## Records for processing:
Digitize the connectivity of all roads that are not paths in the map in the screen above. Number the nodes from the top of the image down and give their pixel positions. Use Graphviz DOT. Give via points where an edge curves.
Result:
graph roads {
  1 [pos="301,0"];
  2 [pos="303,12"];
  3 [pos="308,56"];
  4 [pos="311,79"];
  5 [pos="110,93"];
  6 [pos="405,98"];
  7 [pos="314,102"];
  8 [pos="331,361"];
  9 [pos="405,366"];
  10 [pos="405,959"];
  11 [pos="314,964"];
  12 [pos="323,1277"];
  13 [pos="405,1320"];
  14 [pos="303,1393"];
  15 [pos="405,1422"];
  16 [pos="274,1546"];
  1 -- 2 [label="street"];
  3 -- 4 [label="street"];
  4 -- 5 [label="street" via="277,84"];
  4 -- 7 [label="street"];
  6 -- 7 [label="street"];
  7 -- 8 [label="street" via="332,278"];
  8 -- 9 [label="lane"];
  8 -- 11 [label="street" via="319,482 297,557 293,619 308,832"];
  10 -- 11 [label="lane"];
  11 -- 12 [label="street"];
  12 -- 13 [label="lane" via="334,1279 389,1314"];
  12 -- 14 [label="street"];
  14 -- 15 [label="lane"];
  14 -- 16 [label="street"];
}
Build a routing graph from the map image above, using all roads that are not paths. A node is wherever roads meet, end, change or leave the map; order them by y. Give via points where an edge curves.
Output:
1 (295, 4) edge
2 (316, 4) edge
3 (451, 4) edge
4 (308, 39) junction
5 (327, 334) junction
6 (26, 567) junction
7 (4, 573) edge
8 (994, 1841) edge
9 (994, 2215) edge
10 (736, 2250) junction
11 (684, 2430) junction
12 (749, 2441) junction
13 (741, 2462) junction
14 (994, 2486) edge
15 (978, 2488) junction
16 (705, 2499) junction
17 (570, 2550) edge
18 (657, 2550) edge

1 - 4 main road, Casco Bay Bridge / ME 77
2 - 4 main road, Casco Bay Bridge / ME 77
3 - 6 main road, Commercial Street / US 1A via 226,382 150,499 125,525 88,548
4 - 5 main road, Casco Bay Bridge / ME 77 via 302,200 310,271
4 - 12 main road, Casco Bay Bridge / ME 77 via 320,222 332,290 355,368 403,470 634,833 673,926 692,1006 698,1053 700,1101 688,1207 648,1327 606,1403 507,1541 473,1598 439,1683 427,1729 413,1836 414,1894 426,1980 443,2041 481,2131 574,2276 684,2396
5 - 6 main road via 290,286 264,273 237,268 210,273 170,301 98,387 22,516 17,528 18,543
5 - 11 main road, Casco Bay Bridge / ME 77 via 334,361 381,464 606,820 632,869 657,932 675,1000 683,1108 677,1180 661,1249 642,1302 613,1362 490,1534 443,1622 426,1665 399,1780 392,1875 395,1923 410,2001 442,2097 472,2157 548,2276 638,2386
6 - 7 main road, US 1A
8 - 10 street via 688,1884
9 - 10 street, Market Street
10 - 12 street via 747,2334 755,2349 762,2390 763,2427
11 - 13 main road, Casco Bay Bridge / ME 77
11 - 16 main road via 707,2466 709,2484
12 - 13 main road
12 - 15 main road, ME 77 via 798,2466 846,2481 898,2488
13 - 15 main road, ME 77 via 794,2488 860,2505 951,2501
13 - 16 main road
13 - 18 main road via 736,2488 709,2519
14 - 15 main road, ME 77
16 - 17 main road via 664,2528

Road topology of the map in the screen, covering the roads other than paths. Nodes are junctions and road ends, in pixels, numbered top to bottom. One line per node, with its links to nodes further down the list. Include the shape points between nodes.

## Task description:
Print out the records exactly as they were entered.

## Exercise output:
Digitize the connectivity of all roads that are not paths in the map in the screen above. Number the nodes from the top of the image down and give their pixel positions. Use Graphviz DOT. Give via points where an edge curves.
Result:
graph roads {
  1 [pos="301,0"];
  2 [pos="303,12"];
  3 [pos="308,56"];
  4 [pos="311,79"];
  5 [pos="110,93"];
  6 [pos="405,98"];
  7 [pos="314,102"];
  8 [pos="331,361"];
  9 [pos="405,366"];
  10 [pos="405,959"];
  11 [pos="314,964"];
  12 [pos="323,1277"];
  13 [pos="405,1320"];
  14 [pos="303,1393"];
  15 [pos="405,1422"];
  16 [pos="274,1546"];
  1 -- 2 [label="street"];
  3 -- 4 [label="street"];
  4 -- 5 [label="street" via="277,84"];
  4 -- 7 [label="street"];
  6 -- 7 [label="street"];
  7 -- 8 [label="street" via="332,278"];
  8 -- 9 [label="lane"];
  8 -- 11 [label="street" via="319,482 297,557 293,619 308,832"];
  10 -- 11 [label="lane"];
  11 -- 12 [label="street"];
  12 -- 13 [label="lane" via="334,1279 389,1314"];
  12 -- 14 [label="street"];
  14 -- 15 [label="lane"];
  14 -- 16 [label="street"];
}
Build a routing graph from the map image above, using all roads that are not paths. A node is wherever roads meet, end, change or leave the map; order them by y. Give via points where an edge curves.
Output:
1 (295, 4) edge
2 (316, 4) edge
3 (451, 4) edge
4 (308, 39) junction
5 (327, 334) junction
6 (26, 567) junction
7 (4, 573) edge
8 (994, 1841) edge
9 (994, 2215) edge
10 (736, 2250) junction
11 (684, 2430) junction
12 (749, 2441) junction
13 (741, 2462) junction
14 (994, 2486) edge
15 (978, 2488) junction
16 (705, 2499) junction
17 (570, 2550) edge
18 (657, 2550) edge

1 - 4 main road, Casco Bay Bridge / ME 77
2 - 4 main road, Casco Bay Bridge / ME 77
3 - 6 main road, Commercial Street / US 1A via 226,382 150,499 125,525 88,548
4 - 5 main road, Casco Bay Bridge / ME 77 via 302,200 310,271
4 - 12 main road, Casco Bay Bridge / ME 77 via 320,222 332,290 355,368 403,470 634,833 673,926 692,1006 698,1053 700,1101 688,1207 648,1327 606,1403 507,1541 473,1598 439,1683 427,1729 413,1836 414,1894 426,1980 443,2041 481,2131 574,2276 684,2396
5 - 6 main road via 290,286 264,273 237,268 210,273 170,301 98,387 22,516 17,528 18,543
5 - 11 main road, Casco Bay Bridge / ME 77 via 334,361 381,464 606,820 632,869 657,932 675,1000 683,1108 677,1180 661,1249 642,1302 613,1362 490,1534 443,1622 426,1665 399,1780 392,1875 395,1923 410,2001 442,2097 472,2157 548,2276 638,2386
6 - 7 main road, US 1A
8 - 10 street via 688,1884
9 - 10 street, Market Street
10 - 12 street via 747,2334 755,2349 762,2390 763,2427
11 - 13 main road, Casco Bay Bridge / ME 77
11 - 16 main road via 707,2466 709,2484
12 - 13 main road
12 - 15 main road, ME 77 via 798,2466 846,2481 898,2488
13 - 15 main road, ME 77 via 794,2488 860,2505 951,2501
13 - 16 main road
13 - 18 main road via 736,2488 709,2519
14 - 15 main road, ME 77
16 - 17 main road via 664,2528

Road topology of the map in the screen, covering the roads other than paths. Nodes are junctions and road ends, in pixels, numbered top to bottom. One line per node, with its links to nodes further down the list. Include the shape points between nodes.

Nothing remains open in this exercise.